= PROBLEM =
Every entry below should be reproduced exactly, with all pictures left out.

= DATA SHOWN =
☆ ☆ ☆ ☆
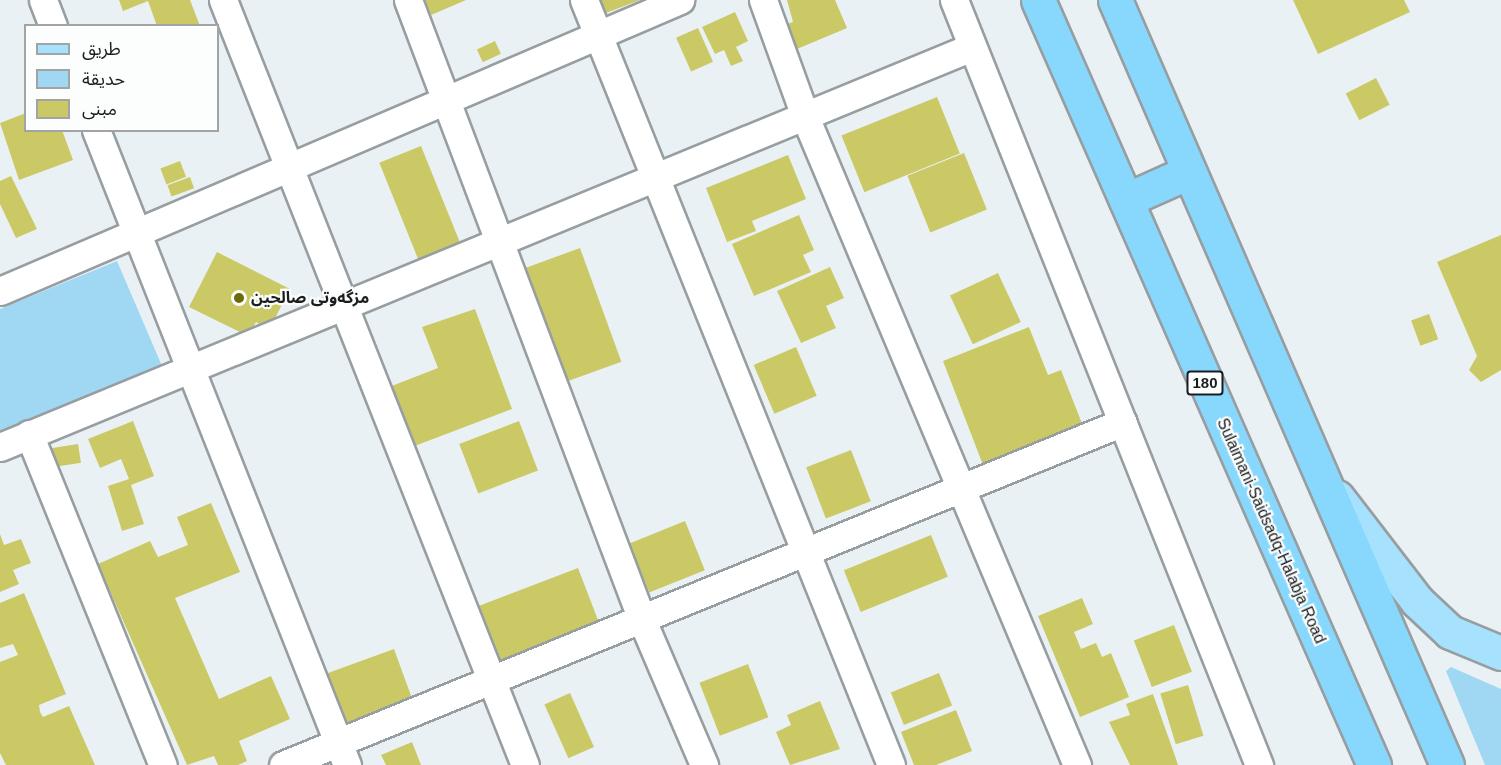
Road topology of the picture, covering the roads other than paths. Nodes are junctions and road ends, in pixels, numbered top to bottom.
1 (43, 0) edge
2 (223, 0) edge
3 (408, 0) edge
4 (584, 0) edge
5 (680, 0) edge
6 (763, 0) edge
7 (954, 0) edge
8 (1038, 0) edge
9 (1115, 0) edge
10 (52, 24) edge
11 (596, 32) junction
12 (972, 46) junction
13 (444, 97) junction
14 (806, 119) junction
15 (97, 132) edge
16 (288, 165) junction
17 (1190, 172) junction
18 (656, 181) junction
19 (1126, 200) junction
20 (137, 232) junction
21 (500, 243) junction
22 (0, 291) edge
23 (344, 307) junction
24 (190, 369) junction
25 (1123, 423) junction
26 (29, 435) junction
27 (0, 447) edge
28 (1318, 473) junction
29 (964, 490) junction
30 (804, 554) junction
31 (642, 620) junction
32 (1501, 653) edge
33 (492, 681) junction
34 (343, 754) edge
35 (163, 765) edge
36 (282, 765) edge
37 (525, 765) edge
38 (704, 765) edge
39 (891, 765) edge
40 (1077, 765) edge
41 (1259, 765) edge
42 (1374, 765) edge
43 (1447, 765) edge

1 - 10 street
2 - 16 street
3 - 13 street
4 - 11 street
5 - 11 street
6 - 14 street
7 - 12 street
8 - 19 highway, Sulaimani-Saidsadq-Halabja Road / 180
9 - 17 highway
11 - 13 street
11 - 18 street
12 - 14 street
12 - 25 street
13 - 16 street
13 - 21 street
14 - 18 street
14 - 29 street
15 - 20 street
16 - 20 street
16 - 23 street
17 - 19 highway
17 - 28 highway
18 - 21 street
18 - 30 street
19 - 42 highway, Sulaimani-Saidsadq-Halabja Road / 180
20 - 22 street
20 - 24 street
21 - 23 street
21 - 31 street
23 - 24 street
23 - 33 street
24 - 26 street
24 - 34 street
25 - 29 street
25 - 41 street
26 - 27 street
26 - 35 street
28 - 32 main road
28 - 43 highway
29 - 30 street
29 - 40 street
30 - 31 street
30 - 39 street
31 - 33 street
31 - 38 street
33 - 34 street
33 - 37 street
34 - 36 street

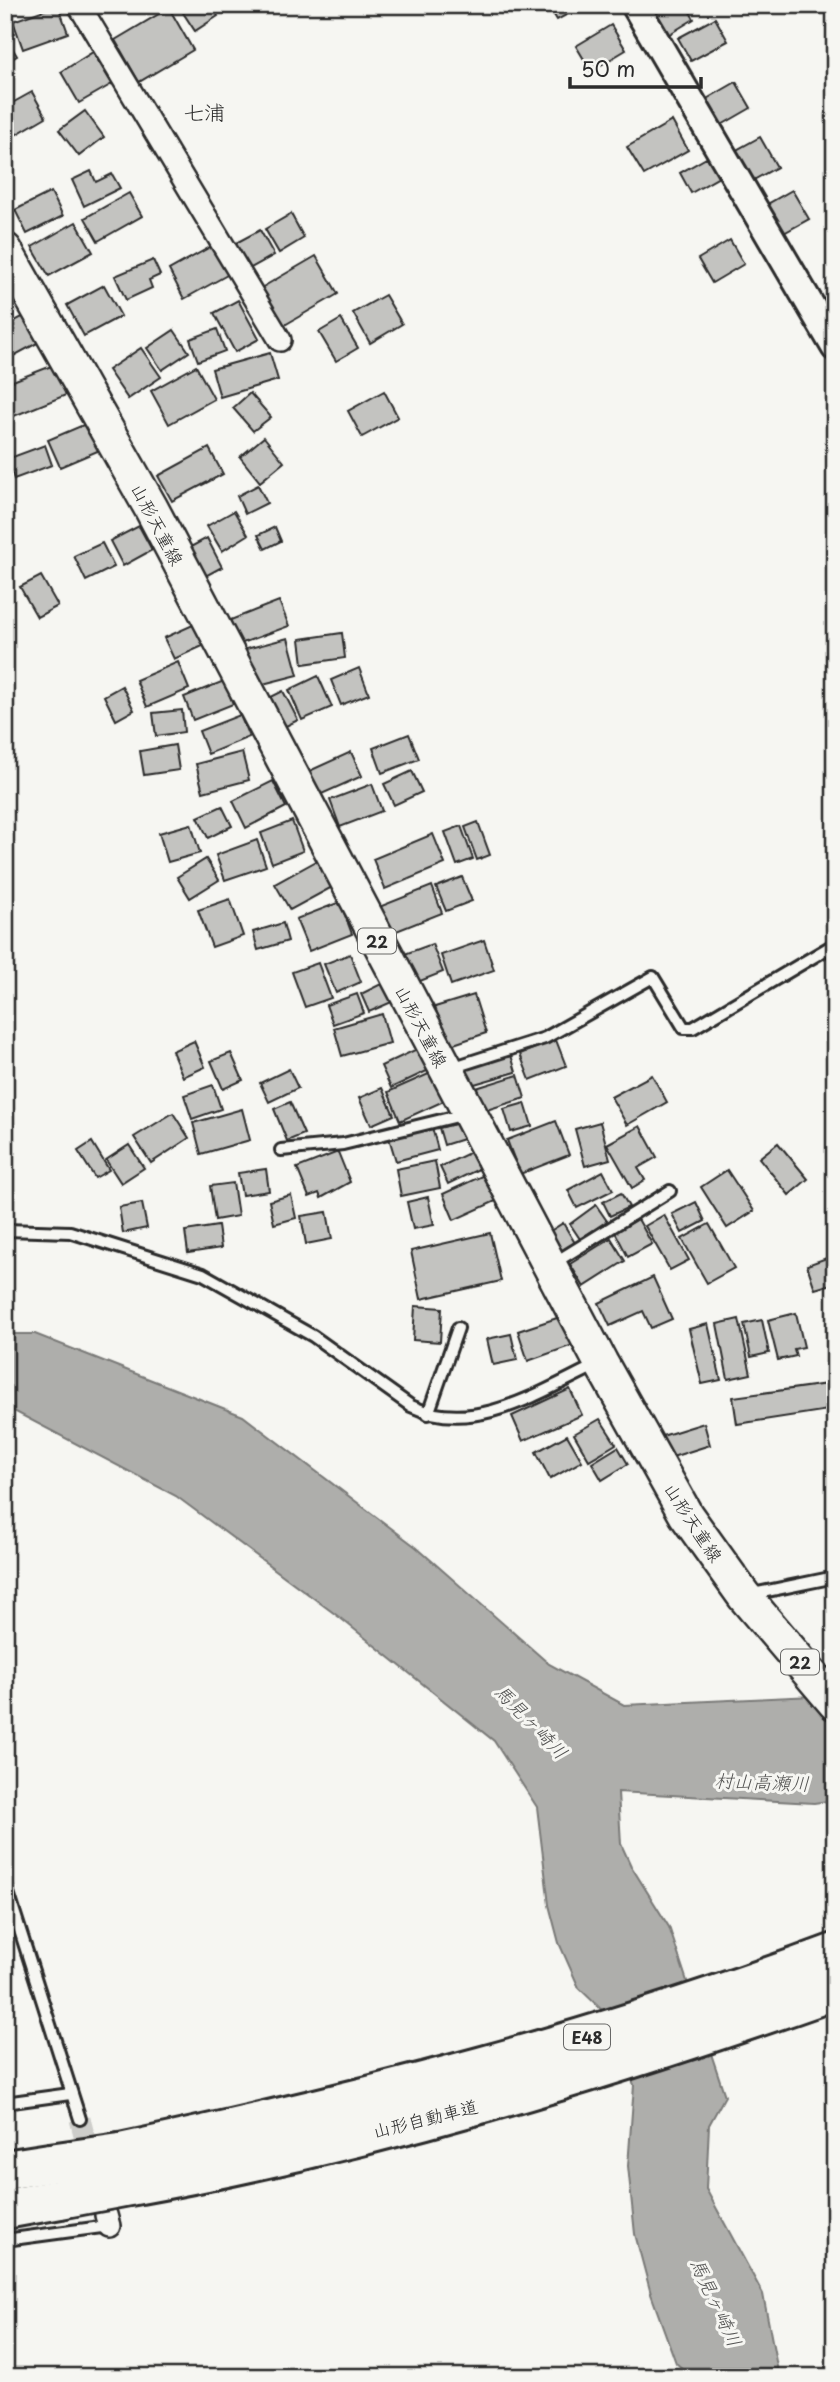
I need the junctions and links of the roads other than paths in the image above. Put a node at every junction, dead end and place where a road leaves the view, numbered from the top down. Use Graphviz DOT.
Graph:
graph roads {
  1 [pos="79,5"];
  2 [pos="635,5"];
  3 [pos="5,250"];
  4 [pos="281,340"];
  5 [pos="835,347"];
  6 [pos="835,944"];
  7 [pos="445,1070"];
  8 [pos="468,1113"];
  9 [pos="281,1150"];
  10 [pos="670,1191"];
  11 [pos="5,1230"];
  12 [pos="551,1265"];
  13 [pos="458,1328"];
  14 [pos="601,1363"];
  15 [pos="428,1414"];
  16 [pos="835,1577"];
  17 [pos="754,1609"];
  18 [pos="835,1703"];
  19 [pos="5,1883"];
  20 [pos="835,1954"];
  21 [pos="835,1990"];
  22 [pos="69,2094"];
  23 [pos="5,2103"];
  24 [pos="80,2119"];
  25 [pos="342,2122"];
  26 [pos="5,2170"];
  27 [pos="55,2181"];
  28 [pos="116,2195"];
  29 [pos="5,2209"];
  30 [pos="5,2240"];
  1 -- 4 [label="street"];
  2 -- 5 [label="street"];
  3 -- 7 [label="main road, 山形天童線 / 22"];
  6 -- 7 [label="lane"];
  7 -- 8 [label="main road, 山形天童線 / 22"];
  8 -- 9 [label="lane"];
  8 -- 12 [label="main road, 山形天童線 / 22"];
  10 -- 12 [label="lane"];
  11 -- 15 [label="lane"];
  12 -- 14 [label="main road, 山形天童線 / 22"];
  13 -- 15 [label="lane"];
  14 -- 15 [label="lane"];
  14 -- 17 [label="main road, 山形天童線 / 22"];
  16 -- 17 [label="lane"];
  17 -- 18 [label="main road, 山形天童線 / 22"];
  19 -- 22 [label="lane"];
  20 -- 25 [label="highway, 山形自動車道 / E48"];
  21 -- 25 [label="highway, 山形自動車道 / E48"];
  22 -- 23 [label="lane"];
  22 -- 24 [label="lane"];
  25 -- 28 [label="highway, 山形自動車道 / E48"];
  26 -- 27 [label="highway, 山形自動車道 / E48"];
  27 -- 28 [label="highway, 山形自動車道 / E48, bridge"];
  27 -- 29 [label="highway, 山形自動車道 / E48"];
  28 -- 30 [label="lane"];
}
☆ ☆ ☆ ☆
= ANSWER SPACE =
Road topology of the picture, covering the roads other than paths. Nodes are junctions and road ends, in pixels, numbered top to bottom.
1 (43, 0) edge
2 (223, 0) edge
3 (408, 0) edge
4 (584, 0) edge
5 (680, 0) edge
6 (763, 0) edge
7 (954, 0) edge
8 (1038, 0) edge
9 (1115, 0) edge
10 (52, 24) edge
11 (596, 32) junction
12 (972, 46) junction
13 (444, 97) junction
14 (806, 119) junction
15 (97, 132) edge
16 (288, 165) junction
17 (1190, 172) junction
18 (656, 181) junction
19 (1126, 200) junction
20 (137, 232) junction
21 (500, 243) junction
22 (0, 291) edge
23 (344, 307) junction
24 (190, 369) junction
25 (1123, 423) junction
26 (29, 435) junction
27 (0, 447) edge
28 (1318, 473) junction
29 (964, 490) junction
30 (804, 554) junction
31 (642, 620) junction
32 (1501, 653) edge
33 (492, 681) junction
34 (343, 754) edge
35 (163, 765) edge
36 (282, 765) edge
37 (525, 765) edge
38 (704, 765) edge
39 (891, 765) edge
40 (1077, 765) edge
41 (1259, 765) edge
42 (1374, 765) edge
43 (1447, 765) edge

1 - 10 street
2 - 16 street
3 - 13 street
4 - 11 street
5 - 11 street
6 - 14 street
7 - 12 street
8 - 19 highway, Sulaimani-Saidsadq-Halabja Road / 180
9 - 17 highway
11 - 13 street
11 - 18 street
12 - 14 street
12 - 25 street
13 - 16 street
13 - 21 street
14 - 18 street
14 - 29 street
15 - 20 street
16 - 20 street
16 - 23 street
17 - 19 highway
17 - 28 highway
18 - 21 street
18 - 30 street
19 - 42 highway, Sulaimani-Saidsadq-Halabja Road / 180
20 - 22 street
20 - 24 street
21 - 23 street
21 - 31 street
23 - 24 street
23 - 33 street
24 - 26 street
24 - 34 street
25 - 29 street
25 - 41 street
26 - 27 street
26 - 35 street
28 - 32 main road
28 - 43 highway
29 - 30 street
29 - 40 street
30 - 31 street
30 - 39 street
31 - 33 street
31 - 38 street
33 - 34 street
33 - 37 street
34 - 36 street

I need the junctions and links of the roads other than paths in the image above. Put a node at every junction, dead end and place where a road leaves the view, numbered from the top down. Use Graphviz DOT.
Graph:
graph roads {
  1 [pos="79,5"];
  2 [pos="635,5"];
  3 [pos="5,250"];
  4 [pos="281,340"];
  5 [pos="835,347"];
  6 [pos="835,944"];
  7 [pos="445,1070"];
  8 [pos="468,1113"];
  9 [pos="281,1150"];
  10 [pos="670,1191"];
  11 [pos="5,1230"];
  12 [pos="551,1265"];
  13 [pos="458,1328"];
  14 [pos="601,1363"];
  15 [pos="428,1414"];
  16 [pos="835,1577"];
  17 [pos="754,1609"];
  18 [pos="835,1703"];
  19 [pos="5,1883"];
  20 [pos="835,1954"];
  21 [pos="835,1990"];
  22 [pos="69,2094"];
  23 [pos="5,2103"];
  24 [pos="80,2119"];
  25 [pos="342,2122"];
  26 [pos="5,2170"];
  27 [pos="55,2181"];
  28 [pos="116,2195"];
  29 [pos="5,2209"];
  30 [pos="5,2240"];
  1 -- 4 [label="street"];
  2 -- 5 [label="street"];
  3 -- 7 [label="main road, 山形天童線 / 22"];
  6 -- 7 [label="lane"];
  7 -- 8 [label="main road, 山形天童線 / 22"];
  8 -- 9 [label="lane"];
  8 -- 12 [label="main road, 山形天童線 / 22"];
  10 -- 12 [label="lane"];
  11 -- 15 [label="lane"];
  12 -- 14 [label="main road, 山形天童線 / 22"];
  13 -- 15 [label="lane"];
  14 -- 15 [label="lane"];
  14 -- 17 [label="main road, 山形天童線 / 22"];
  16 -- 17 [label="lane"];
  17 -- 18 [label="main road, 山形天童線 / 22"];
  19 -- 22 [label="lane"];
  20 -- 25 [label="highway, 山形自動車道 / E48"];
  21 -- 25 [label="highway, 山形自動車道 / E48"];
  22 -- 23 [label="lane"];
  22 -- 24 [label="lane"];
  25 -- 28 [label="highway, 山形自動車道 / E48"];
  26 -- 27 [label="highway, 山形自動車道 / E48"];
  27 -- 28 [label="highway, 山形自動車道 / E48, bridge"];
  27 -- 29 [label="highway, 山形自動車道 / E48"];
  28 -- 30 [label="lane"];
}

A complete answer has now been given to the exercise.